Dataset entries Block Start

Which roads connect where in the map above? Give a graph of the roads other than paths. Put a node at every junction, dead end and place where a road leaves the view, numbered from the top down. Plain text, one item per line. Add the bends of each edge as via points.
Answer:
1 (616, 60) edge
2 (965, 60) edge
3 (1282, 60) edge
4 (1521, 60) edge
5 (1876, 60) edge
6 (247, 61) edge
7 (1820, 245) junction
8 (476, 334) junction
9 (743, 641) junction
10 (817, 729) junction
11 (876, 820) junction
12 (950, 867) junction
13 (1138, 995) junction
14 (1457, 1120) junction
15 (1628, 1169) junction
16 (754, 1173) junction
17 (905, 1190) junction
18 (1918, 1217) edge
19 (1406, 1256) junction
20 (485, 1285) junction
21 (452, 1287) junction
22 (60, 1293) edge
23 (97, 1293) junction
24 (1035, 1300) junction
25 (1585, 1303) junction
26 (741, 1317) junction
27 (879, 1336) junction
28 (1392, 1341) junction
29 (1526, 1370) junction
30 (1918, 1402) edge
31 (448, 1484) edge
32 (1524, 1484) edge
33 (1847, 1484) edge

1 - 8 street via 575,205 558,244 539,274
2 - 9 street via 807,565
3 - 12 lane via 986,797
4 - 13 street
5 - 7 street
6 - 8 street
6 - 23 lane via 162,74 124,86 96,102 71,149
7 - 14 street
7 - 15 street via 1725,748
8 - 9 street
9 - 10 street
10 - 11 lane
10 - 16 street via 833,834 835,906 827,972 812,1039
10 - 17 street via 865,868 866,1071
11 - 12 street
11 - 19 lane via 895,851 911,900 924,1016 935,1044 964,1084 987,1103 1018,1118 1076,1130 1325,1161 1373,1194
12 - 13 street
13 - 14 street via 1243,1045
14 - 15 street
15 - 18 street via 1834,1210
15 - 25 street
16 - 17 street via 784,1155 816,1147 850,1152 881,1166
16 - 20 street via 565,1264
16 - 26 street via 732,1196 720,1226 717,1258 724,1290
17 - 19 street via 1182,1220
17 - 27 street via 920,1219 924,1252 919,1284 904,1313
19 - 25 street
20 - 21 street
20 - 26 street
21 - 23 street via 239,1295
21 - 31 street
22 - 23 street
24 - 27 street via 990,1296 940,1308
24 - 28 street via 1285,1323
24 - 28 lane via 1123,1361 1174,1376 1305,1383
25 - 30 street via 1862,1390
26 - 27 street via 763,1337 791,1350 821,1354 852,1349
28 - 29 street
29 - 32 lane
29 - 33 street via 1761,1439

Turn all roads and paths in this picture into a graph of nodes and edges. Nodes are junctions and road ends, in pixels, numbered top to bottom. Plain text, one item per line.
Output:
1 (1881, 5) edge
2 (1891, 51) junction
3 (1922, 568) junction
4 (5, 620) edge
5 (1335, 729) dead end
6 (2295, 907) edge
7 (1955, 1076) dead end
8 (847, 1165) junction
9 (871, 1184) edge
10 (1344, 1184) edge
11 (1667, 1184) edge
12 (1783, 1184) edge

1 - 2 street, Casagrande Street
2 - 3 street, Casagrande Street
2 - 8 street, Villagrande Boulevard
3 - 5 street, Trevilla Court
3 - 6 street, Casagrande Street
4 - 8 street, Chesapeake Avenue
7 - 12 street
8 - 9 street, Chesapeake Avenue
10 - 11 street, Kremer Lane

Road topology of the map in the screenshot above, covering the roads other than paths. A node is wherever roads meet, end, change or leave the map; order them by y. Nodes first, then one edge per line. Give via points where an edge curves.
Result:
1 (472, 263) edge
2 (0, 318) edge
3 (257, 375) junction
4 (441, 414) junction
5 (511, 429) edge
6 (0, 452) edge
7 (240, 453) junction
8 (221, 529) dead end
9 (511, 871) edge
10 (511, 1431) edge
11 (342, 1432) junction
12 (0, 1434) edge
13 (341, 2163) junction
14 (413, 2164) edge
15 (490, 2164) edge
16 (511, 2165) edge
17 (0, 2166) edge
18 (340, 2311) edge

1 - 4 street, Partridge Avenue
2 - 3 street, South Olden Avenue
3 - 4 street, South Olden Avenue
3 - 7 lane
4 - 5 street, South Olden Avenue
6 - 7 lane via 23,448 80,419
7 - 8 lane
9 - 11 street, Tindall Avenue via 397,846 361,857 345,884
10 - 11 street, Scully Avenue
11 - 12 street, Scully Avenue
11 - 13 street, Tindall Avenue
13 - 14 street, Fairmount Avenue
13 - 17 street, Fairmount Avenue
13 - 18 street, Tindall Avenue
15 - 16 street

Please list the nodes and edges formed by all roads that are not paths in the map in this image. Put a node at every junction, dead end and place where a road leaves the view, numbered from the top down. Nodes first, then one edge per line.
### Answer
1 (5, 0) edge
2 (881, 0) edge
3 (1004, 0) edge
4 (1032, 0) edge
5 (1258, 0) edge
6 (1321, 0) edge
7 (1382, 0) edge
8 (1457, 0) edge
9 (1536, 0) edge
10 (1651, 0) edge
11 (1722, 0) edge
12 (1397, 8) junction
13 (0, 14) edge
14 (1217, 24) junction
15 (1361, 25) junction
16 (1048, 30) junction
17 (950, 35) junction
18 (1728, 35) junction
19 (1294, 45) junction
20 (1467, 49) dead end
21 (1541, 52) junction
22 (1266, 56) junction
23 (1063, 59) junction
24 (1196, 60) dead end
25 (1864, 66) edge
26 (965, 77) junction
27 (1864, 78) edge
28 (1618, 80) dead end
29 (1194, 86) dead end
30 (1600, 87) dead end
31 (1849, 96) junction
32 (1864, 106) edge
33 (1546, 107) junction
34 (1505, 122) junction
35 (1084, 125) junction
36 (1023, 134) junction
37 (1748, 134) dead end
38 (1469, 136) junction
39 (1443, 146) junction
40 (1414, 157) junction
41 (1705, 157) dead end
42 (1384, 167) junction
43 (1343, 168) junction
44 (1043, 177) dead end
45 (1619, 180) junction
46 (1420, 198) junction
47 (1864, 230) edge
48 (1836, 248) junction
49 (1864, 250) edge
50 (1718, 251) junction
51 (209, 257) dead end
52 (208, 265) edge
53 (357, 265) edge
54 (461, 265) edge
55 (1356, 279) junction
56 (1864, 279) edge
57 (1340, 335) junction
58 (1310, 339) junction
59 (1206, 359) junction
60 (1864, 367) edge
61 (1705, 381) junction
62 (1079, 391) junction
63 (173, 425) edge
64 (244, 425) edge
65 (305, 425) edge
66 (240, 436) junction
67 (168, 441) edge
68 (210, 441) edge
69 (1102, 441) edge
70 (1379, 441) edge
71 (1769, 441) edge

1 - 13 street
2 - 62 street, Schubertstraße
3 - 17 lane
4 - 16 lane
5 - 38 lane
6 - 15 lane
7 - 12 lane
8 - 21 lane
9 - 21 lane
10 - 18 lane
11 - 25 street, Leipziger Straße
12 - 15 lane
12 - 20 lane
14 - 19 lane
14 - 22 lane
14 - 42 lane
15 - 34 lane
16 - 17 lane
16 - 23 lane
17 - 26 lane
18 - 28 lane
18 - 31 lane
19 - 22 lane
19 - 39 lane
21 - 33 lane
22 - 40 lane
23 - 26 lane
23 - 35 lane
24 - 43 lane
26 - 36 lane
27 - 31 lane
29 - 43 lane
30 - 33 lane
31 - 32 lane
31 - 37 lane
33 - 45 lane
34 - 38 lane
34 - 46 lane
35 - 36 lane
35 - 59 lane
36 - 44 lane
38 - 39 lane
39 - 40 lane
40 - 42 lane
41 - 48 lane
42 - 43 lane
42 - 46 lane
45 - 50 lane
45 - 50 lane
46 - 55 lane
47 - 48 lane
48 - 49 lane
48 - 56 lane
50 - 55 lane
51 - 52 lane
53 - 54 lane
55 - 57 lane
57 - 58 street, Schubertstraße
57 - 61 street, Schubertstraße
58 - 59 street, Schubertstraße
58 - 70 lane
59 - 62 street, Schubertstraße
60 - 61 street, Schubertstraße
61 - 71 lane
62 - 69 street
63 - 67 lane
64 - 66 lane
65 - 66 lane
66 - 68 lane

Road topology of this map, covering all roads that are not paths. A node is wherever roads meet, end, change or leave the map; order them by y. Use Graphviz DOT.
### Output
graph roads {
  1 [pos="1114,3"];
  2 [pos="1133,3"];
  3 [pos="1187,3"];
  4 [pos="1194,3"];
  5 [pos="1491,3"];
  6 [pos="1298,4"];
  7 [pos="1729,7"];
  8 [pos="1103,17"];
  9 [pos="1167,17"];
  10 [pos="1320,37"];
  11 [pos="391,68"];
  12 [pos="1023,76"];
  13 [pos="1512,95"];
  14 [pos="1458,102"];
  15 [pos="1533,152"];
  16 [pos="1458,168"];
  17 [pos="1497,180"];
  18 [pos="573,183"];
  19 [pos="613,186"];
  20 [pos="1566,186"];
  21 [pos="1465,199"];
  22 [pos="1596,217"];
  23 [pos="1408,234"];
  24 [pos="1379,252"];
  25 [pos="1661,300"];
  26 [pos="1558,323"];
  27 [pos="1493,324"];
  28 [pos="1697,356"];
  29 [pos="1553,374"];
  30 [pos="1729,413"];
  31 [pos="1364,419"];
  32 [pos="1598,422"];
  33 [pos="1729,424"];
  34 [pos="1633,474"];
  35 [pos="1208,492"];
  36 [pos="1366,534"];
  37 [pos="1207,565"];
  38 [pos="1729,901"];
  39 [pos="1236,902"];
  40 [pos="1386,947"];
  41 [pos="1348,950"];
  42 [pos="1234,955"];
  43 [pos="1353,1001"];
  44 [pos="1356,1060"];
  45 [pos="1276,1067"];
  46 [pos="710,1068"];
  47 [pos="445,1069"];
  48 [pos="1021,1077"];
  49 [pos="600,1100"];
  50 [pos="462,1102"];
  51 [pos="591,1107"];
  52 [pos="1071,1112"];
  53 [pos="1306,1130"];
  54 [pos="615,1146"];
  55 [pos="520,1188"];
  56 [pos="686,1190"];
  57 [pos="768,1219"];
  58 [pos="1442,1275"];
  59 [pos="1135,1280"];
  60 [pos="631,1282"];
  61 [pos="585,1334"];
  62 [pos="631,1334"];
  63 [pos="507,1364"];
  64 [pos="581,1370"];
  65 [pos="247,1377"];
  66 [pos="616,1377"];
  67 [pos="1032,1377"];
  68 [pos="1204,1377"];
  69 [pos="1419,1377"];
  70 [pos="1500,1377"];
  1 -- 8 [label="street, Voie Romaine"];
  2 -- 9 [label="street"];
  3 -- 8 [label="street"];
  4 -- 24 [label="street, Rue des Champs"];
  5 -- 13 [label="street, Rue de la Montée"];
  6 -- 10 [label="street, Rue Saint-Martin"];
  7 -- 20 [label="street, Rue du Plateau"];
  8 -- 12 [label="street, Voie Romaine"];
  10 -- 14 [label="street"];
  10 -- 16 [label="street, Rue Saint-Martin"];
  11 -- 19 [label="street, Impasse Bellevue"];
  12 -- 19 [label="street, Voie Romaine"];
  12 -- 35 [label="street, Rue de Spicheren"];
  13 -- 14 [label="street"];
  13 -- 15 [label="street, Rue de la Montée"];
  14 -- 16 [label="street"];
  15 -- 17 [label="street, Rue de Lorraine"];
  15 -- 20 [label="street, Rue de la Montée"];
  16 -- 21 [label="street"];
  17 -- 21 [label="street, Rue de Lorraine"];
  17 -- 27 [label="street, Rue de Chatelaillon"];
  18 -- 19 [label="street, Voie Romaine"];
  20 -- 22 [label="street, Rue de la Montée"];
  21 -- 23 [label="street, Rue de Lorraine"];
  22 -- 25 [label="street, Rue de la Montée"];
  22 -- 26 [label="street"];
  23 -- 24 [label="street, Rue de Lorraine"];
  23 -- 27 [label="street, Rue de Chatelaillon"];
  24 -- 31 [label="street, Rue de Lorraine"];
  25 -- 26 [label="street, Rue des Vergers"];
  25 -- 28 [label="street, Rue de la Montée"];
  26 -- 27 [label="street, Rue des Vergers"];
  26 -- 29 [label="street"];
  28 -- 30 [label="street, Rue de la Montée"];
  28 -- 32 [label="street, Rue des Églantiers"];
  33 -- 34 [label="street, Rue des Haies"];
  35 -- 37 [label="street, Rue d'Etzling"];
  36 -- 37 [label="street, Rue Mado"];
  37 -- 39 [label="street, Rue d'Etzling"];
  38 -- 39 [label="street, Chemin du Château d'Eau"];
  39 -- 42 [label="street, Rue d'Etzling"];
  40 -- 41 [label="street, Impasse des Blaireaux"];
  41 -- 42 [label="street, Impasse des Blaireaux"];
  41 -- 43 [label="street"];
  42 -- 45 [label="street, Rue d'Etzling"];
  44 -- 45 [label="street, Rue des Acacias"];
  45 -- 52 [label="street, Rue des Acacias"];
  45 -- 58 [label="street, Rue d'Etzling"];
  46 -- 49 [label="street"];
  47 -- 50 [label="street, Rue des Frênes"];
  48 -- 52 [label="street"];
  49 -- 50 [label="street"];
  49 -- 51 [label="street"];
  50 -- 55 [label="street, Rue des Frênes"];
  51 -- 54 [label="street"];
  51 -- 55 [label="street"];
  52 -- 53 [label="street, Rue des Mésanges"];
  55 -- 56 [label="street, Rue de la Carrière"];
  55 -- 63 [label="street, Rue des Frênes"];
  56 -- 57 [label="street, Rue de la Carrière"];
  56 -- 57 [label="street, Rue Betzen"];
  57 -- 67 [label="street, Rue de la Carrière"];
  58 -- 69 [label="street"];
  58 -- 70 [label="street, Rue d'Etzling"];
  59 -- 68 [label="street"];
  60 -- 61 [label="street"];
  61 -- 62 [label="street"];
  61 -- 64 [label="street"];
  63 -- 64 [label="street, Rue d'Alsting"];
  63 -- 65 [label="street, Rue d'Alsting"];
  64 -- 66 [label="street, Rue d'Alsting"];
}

Dataset entries Block End

▸ **Task statement**:
Determine how many lines of the material hold the string "Impasse", and state that number by itself.

▸ **Answer below**:
3